◆ Task to complete: Please reproduce every record exactly as written, leaving out the pictures.

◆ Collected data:
=== Begin Enclosure ===
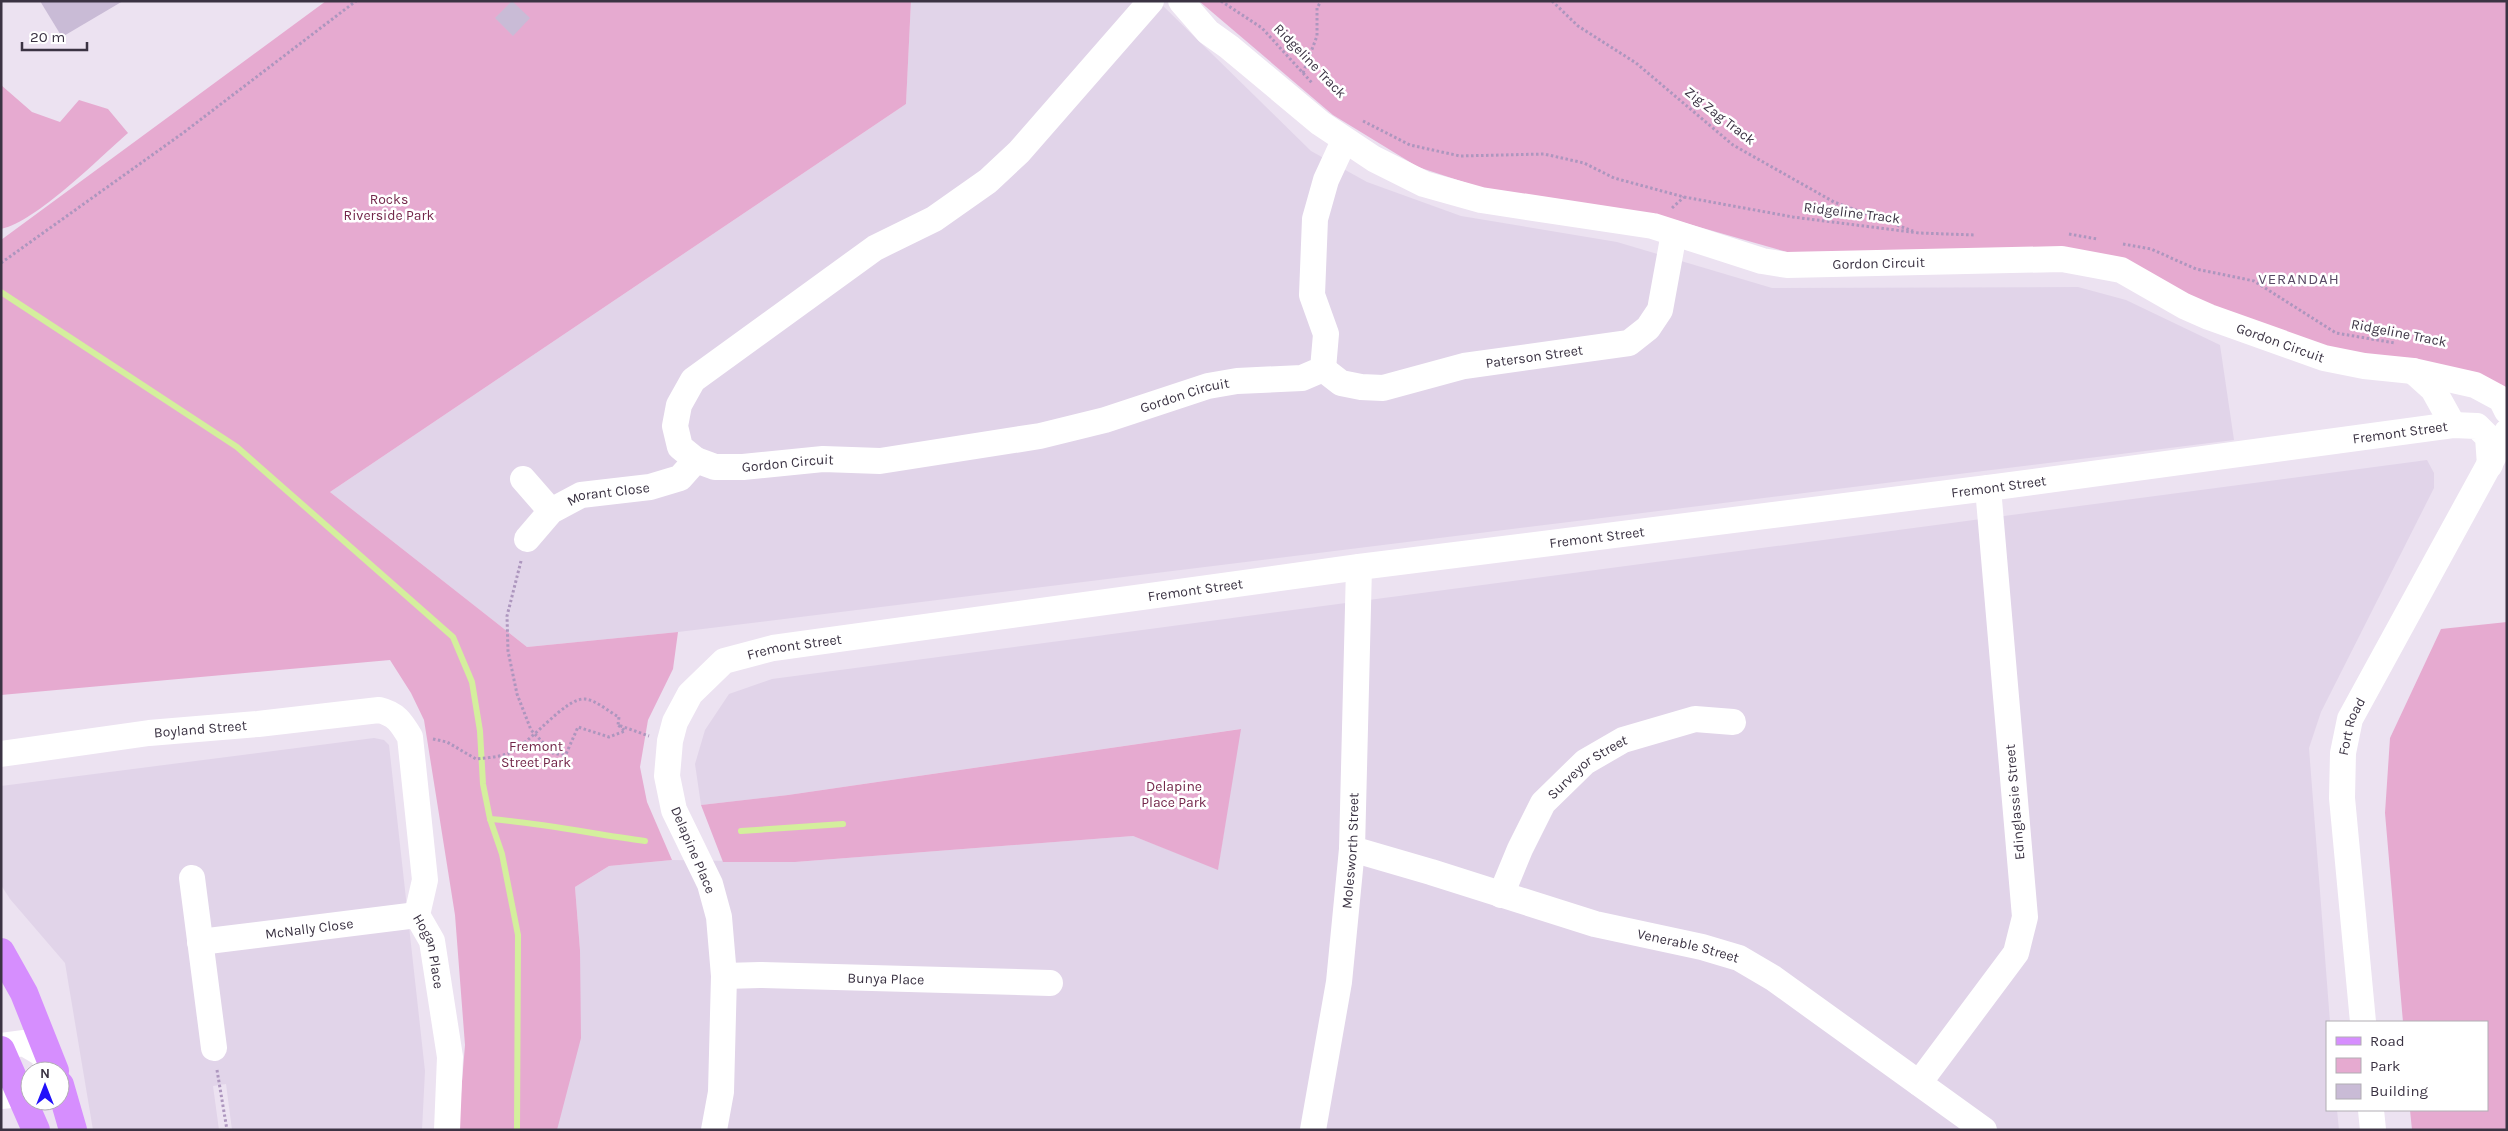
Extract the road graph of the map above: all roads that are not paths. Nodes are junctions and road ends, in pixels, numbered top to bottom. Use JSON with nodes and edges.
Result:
{"nodes":[{"id":1,"x":1151,"y":1,"type":"edge"},
{"id":2,"x":1181,"y":1,"type":"edge"},
{"id":3,"x":1344,"y":141,"type":"junction"},
{"id":4,"x":1674,"y":233,"type":"junction"},
{"id":5,"x":1323,"y":369,"type":"junction"},
{"id":6,"x":2412,"y":371,"type":"junction"},
{"id":7,"x":2507,"y":411,"type":"edge"},
{"id":8,"x":2452,"y":425,"type":"junction"},
{"id":9,"x":2507,"y":432,"type":"edge"},
{"id":10,"x":696,"y":460,"type":"junction"},
{"id":11,"x":2490,"y":465,"type":"junction"},
{"id":12,"x":522,"y":480,"type":"dead end"},
{"id":13,"x":1988,"y":488,"type":"junction"},
{"id":14,"x":551,"y":511,"type":"junction"},
{"id":15,"x":527,"y":539,"type":"road end"},
{"id":16,"x":1359,"y":567,"type":"junction"},
{"id":17,"x":690,"y":694,"type":"joint"},
{"id":18,"x":1733,"y":722,"type":"dead end"},
{"id":19,"x":404,"y":728,"type":"joint"},
{"id":20,"x":1,"y":754,"type":"edge"},
{"id":21,"x":1352,"y":849,"type":"junction"},
{"id":22,"x":192,"y":878,"type":"dead end"},
{"id":23,"x":1501,"y":895,"type":"junction"},
{"id":24,"x":418,"y":915,"type":"junction"},
{"id":25,"x":200,"y":942,"type":"junction"},
{"id":26,"x":1,"y":952,"type":"edge"},
{"id":27,"x":724,"y":976,"type":"junction"},
{"id":28,"x":1050,"y":982,"type":"dead end"},
{"id":29,"x":2363,"y":1021,"type":"edge"},
{"id":30,"x":1,"y":1048,"type":"edge"},
{"id":31,"x":214,"y":1048,"type":"road end"},
{"id":32,"x":44,"y":1061,"type":"edge"},
{"id":33,"x":48,"y":1061,"type":"edge"},
{"id":34,"x":1919,"y":1083,"type":"junction"},
{"id":35,"x":18,"y":1092,"type":"edge"},
{"id":36,"x":68,"y":1111,"type":"edge"},
{"id":37,"x":2371,"y":1111,"type":"edge"},
{"id":38,"x":36,"y":1130,"type":"edge"},
{"id":39,"x":73,"y":1130,"type":"edge"},
{"id":40,"x":447,"y":1130,"type":"edge"},
{"id":41,"x":714,"y":1130,"type":"edge"},
{"id":42,"x":1313,"y":1130,"type":"edge"},
{"id":43,"x":1984,"y":1130,"type":"edge"},
{"id":44,"x":2373,"y":1130,"type":"edge"}],
"edges":[{"from":1,"to":10,"type":"street","name":"Gordon Circuit"},
{"from":2,"to":3,"type":"street","name":"Gordon Circuit"},
{"from":3,"to":4,"type":"street","name":"Gordon Circuit"},
{"from":3,"to":5,"type":"street"},
{"from":4,"to":5,"type":"street","name":"Paterson Street"},
{"from":4,"to":6,"type":"street","name":"Gordon Circuit"},
{"from":5,"to":10,"type":"street","name":"Gordon Circuit"},
{"from":6,"to":7,"type":"street","name":"Gordon Circuit"},
{"from":6,"to":8,"type":"street"},
{"from":8,"to":11,"type":"street","name":"Fremont Street"},
{"from":8,"to":13,"type":"street","name":"Fremont Street"},
{"from":9,"to":11,"type":"street"},
{"from":10,"to":14,"type":"street","name":"Morant Close"},
{"from":11,"to":29,"type":"street","name":"Fort Road"},
{"from":12,"to":14,"type":"street"},
{"from":13,"to":16,"type":"street","name":"Fremont Street"},
{"from":13,"to":34,"type":"street","name":"Edinglassie Street"},
{"from":14,"to":15,"type":"street","name":"Morant Close"},
{"from":16,"to":17,"type":"street","name":"Fremont Street"},
{"from":16,"to":21,"type":"street","name":"Molesworth Street"},
{"from":17,"to":27,"type":"street","name":"Delapine Place"},
{"from":18,"to":23,"type":"street","name":"Surveyor Street"},
{"from":19,"to":20,"type":"street","name":"Boyland Street"},
{"from":19,"to":24,"type":"street","name":"Hogan Place"},
{"from":21,"to":23,"type":"street","name":"Venerable Street"},
{"from":21,"to":42,"type":"street","name":"Molesworth Street"},
{"from":22,"to":25,"type":"street"},
{"from":23,"to":34,"type":"street","name":"Venerable Street"},
{"from":24,"to":25,"type":"street","name":"McNally Close"},
{"from":24,"to":40,"type":"street","name":"Hogan Place"},
{"from":25,"to":31,"type":"street"},
{"from":26,"to":33,"type":"main road"},
{"from":27,"to":28,"type":"street","name":"Bunya Place"},
{"from":27,"to":41,"type":"street","name":"Delapine Place"},
{"from":30,"to":32,"type":"street"},
{"from":30,"to":35,"type":"main road"},
{"from":34,"to":43,"type":"street","name":"Venerable Street"},
{"from":35,"to":38,"type":"main road"},
{"from":36,"to":39,"type":"main road"},
{"from":37,"to":44,"type":"street"}]}
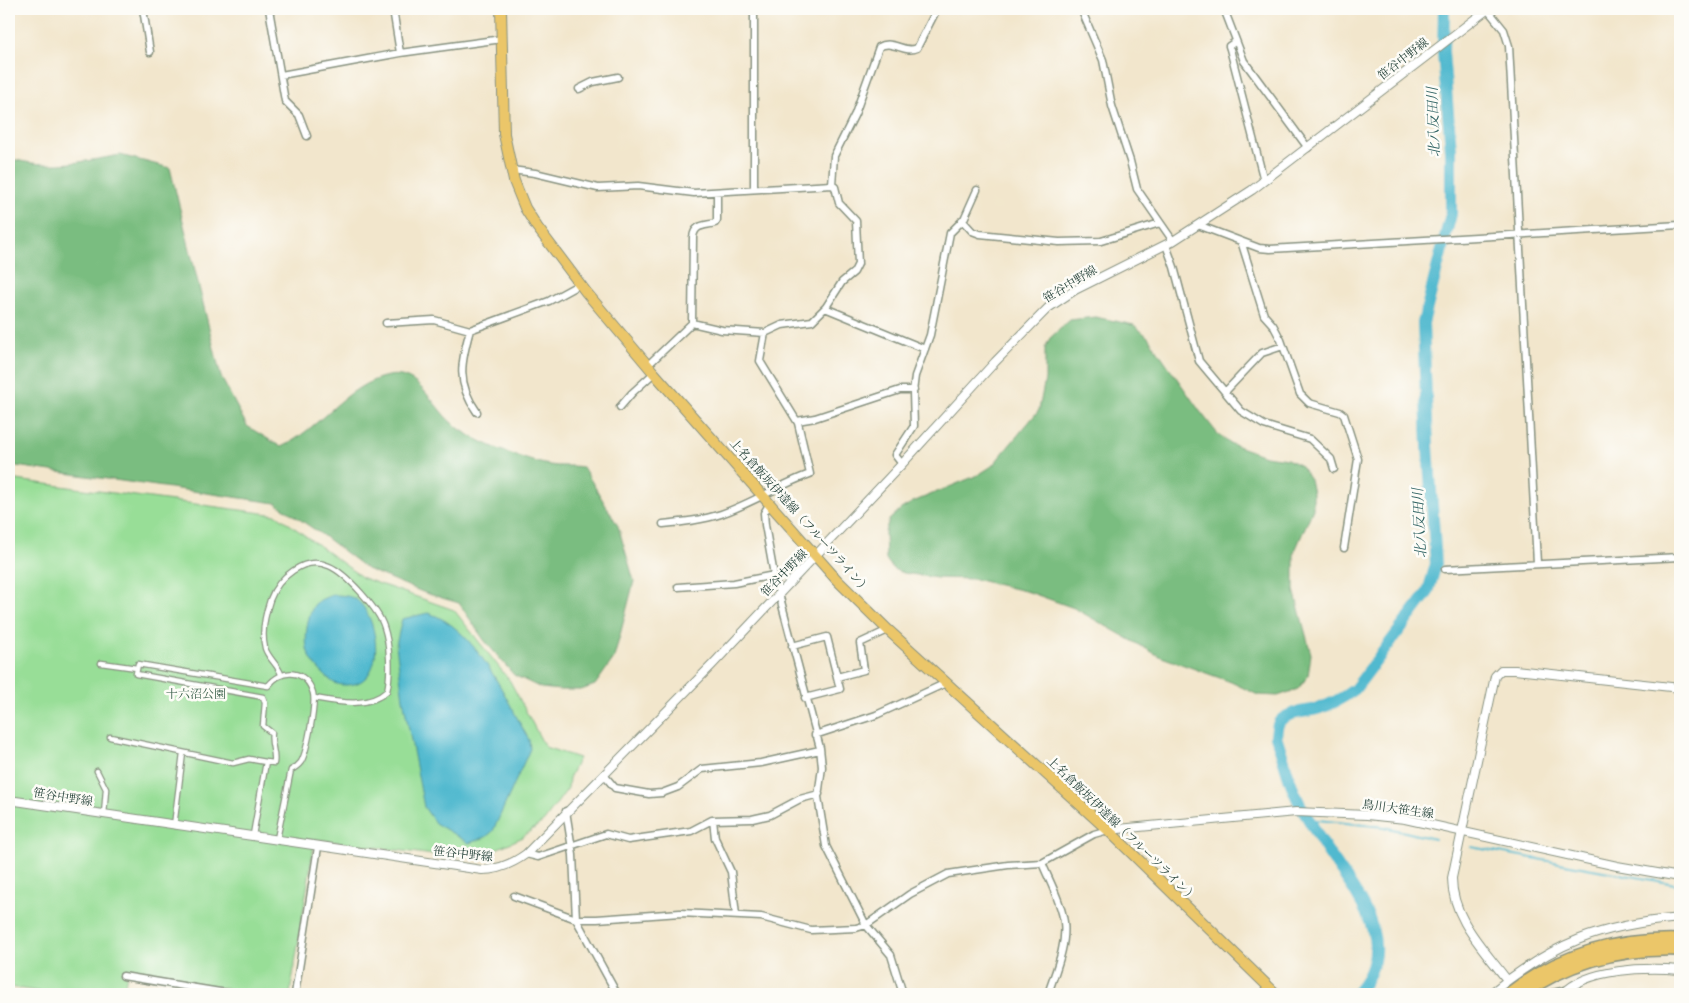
=== End Enclosure ===
◆ Answer to this exercise:
Extract the road graph of the map above: all roads that are not paths. Nodes are junctions and road ends, in pixels, numbered top to bottom. Use JSON with nodes and edges.
Result:
{"nodes":[{"id":1,"x":1151,"y":1,"type":"edge"},
{"id":2,"x":1181,"y":1,"type":"edge"},
{"id":3,"x":1344,"y":141,"type":"junction"},
{"id":4,"x":1674,"y":233,"type":"junction"},
{"id":5,"x":1323,"y":369,"type":"junction"},
{"id":6,"x":2412,"y":371,"type":"junction"},
{"id":7,"x":2507,"y":411,"type":"edge"},
{"id":8,"x":2452,"y":425,"type":"junction"},
{"id":9,"x":2507,"y":432,"type":"edge"},
{"id":10,"x":696,"y":460,"type":"junction"},
{"id":11,"x":2490,"y":465,"type":"junction"},
{"id":12,"x":522,"y":480,"type":"dead end"},
{"id":13,"x":1988,"y":488,"type":"junction"},
{"id":14,"x":551,"y":511,"type":"junction"},
{"id":15,"x":527,"y":539,"type":"road end"},
{"id":16,"x":1359,"y":567,"type":"junction"},
{"id":17,"x":690,"y":694,"type":"joint"},
{"id":18,"x":1733,"y":722,"type":"dead end"},
{"id":19,"x":404,"y":728,"type":"joint"},
{"id":20,"x":1,"y":754,"type":"edge"},
{"id":21,"x":1352,"y":849,"type":"junction"},
{"id":22,"x":192,"y":878,"type":"dead end"},
{"id":23,"x":1501,"y":895,"type":"junction"},
{"id":24,"x":418,"y":915,"type":"junction"},
{"id":25,"x":200,"y":942,"type":"junction"},
{"id":26,"x":1,"y":952,"type":"edge"},
{"id":27,"x":724,"y":976,"type":"junction"},
{"id":28,"x":1050,"y":982,"type":"dead end"},
{"id":29,"x":2363,"y":1021,"type":"edge"},
{"id":30,"x":1,"y":1048,"type":"edge"},
{"id":31,"x":214,"y":1048,"type":"road end"},
{"id":32,"x":44,"y":1061,"type":"edge"},
{"id":33,"x":48,"y":1061,"type":"edge"},
{"id":34,"x":1919,"y":1083,"type":"junction"},
{"id":35,"x":18,"y":1092,"type":"edge"},
{"id":36,"x":68,"y":1111,"type":"edge"},
{"id":37,"x":2371,"y":1111,"type":"edge"},
{"id":38,"x":36,"y":1130,"type":"edge"},
{"id":39,"x":73,"y":1130,"type":"edge"},
{"id":40,"x":447,"y":1130,"type":"edge"},
{"id":41,"x":714,"y":1130,"type":"edge"},
{"id":42,"x":1313,"y":1130,"type":"edge"},
{"id":43,"x":1984,"y":1130,"type":"edge"},
{"id":44,"x":2373,"y":1130,"type":"edge"}],
"edges":[{"from":1,"to":10,"type":"street","name":"Gordon Circuit"},
{"from":2,"to":3,"type":"street","name":"Gordon Circuit"},
{"from":3,"to":4,"type":"street","name":"Gordon Circuit"},
{"from":3,"to":5,"type":"street"},
{"from":4,"to":5,"type":"street","name":"Paterson Street"},
{"from":4,"to":6,"type":"street","name":"Gordon Circuit"},
{"from":5,"to":10,"type":"street","name":"Gordon Circuit"},
{"from":6,"to":7,"type":"street","name":"Gordon Circuit"},
{"from":6,"to":8,"type":"street"},
{"from":8,"to":11,"type":"street","name":"Fremont Street"},
{"from":8,"to":13,"type":"street","name":"Fremont Street"},
{"from":9,"to":11,"type":"street"},
{"from":10,"to":14,"type":"street","name":"Morant Close"},
{"from":11,"to":29,"type":"street","name":"Fort Road"},
{"from":12,"to":14,"type":"street"},
{"from":13,"to":16,"type":"street","name":"Fremont Street"},
{"from":13,"to":34,"type":"street","name":"Edinglassie Street"},
{"from":14,"to":15,"type":"street","name":"Morant Close"},
{"from":16,"to":17,"type":"street","name":"Fremont Street"},
{"from":16,"to":21,"type":"street","name":"Molesworth Street"},
{"from":17,"to":27,"type":"street","name":"Delapine Place"},
{"from":18,"to":23,"type":"street","name":"Surveyor Street"},
{"from":19,"to":20,"type":"street","name":"Boyland Street"},
{"from":19,"to":24,"type":"street","name":"Hogan Place"},
{"from":21,"to":23,"type":"street","name":"Venerable Street"},
{"from":21,"to":42,"type":"street","name":"Molesworth Street"},
{"from":22,"to":25,"type":"street"},
{"from":23,"to":34,"type":"street","name":"Venerable Street"},
{"from":24,"to":25,"type":"street","name":"McNally Close"},
{"from":24,"to":40,"type":"street","name":"Hogan Place"},
{"from":25,"to":31,"type":"street"},
{"from":26,"to":33,"type":"main road"},
{"from":27,"to":28,"type":"street","name":"Bunya Place"},
{"from":27,"to":41,"type":"street","name":"Delapine Place"},
{"from":30,"to":32,"type":"street"},
{"from":30,"to":35,"type":"main road"},
{"from":34,"to":43,"type":"street","name":"Venerable Street"},
{"from":35,"to":38,"type":"main road"},
{"from":36,"to":39,"type":"main road"},
{"from":37,"to":44,"type":"street"}]}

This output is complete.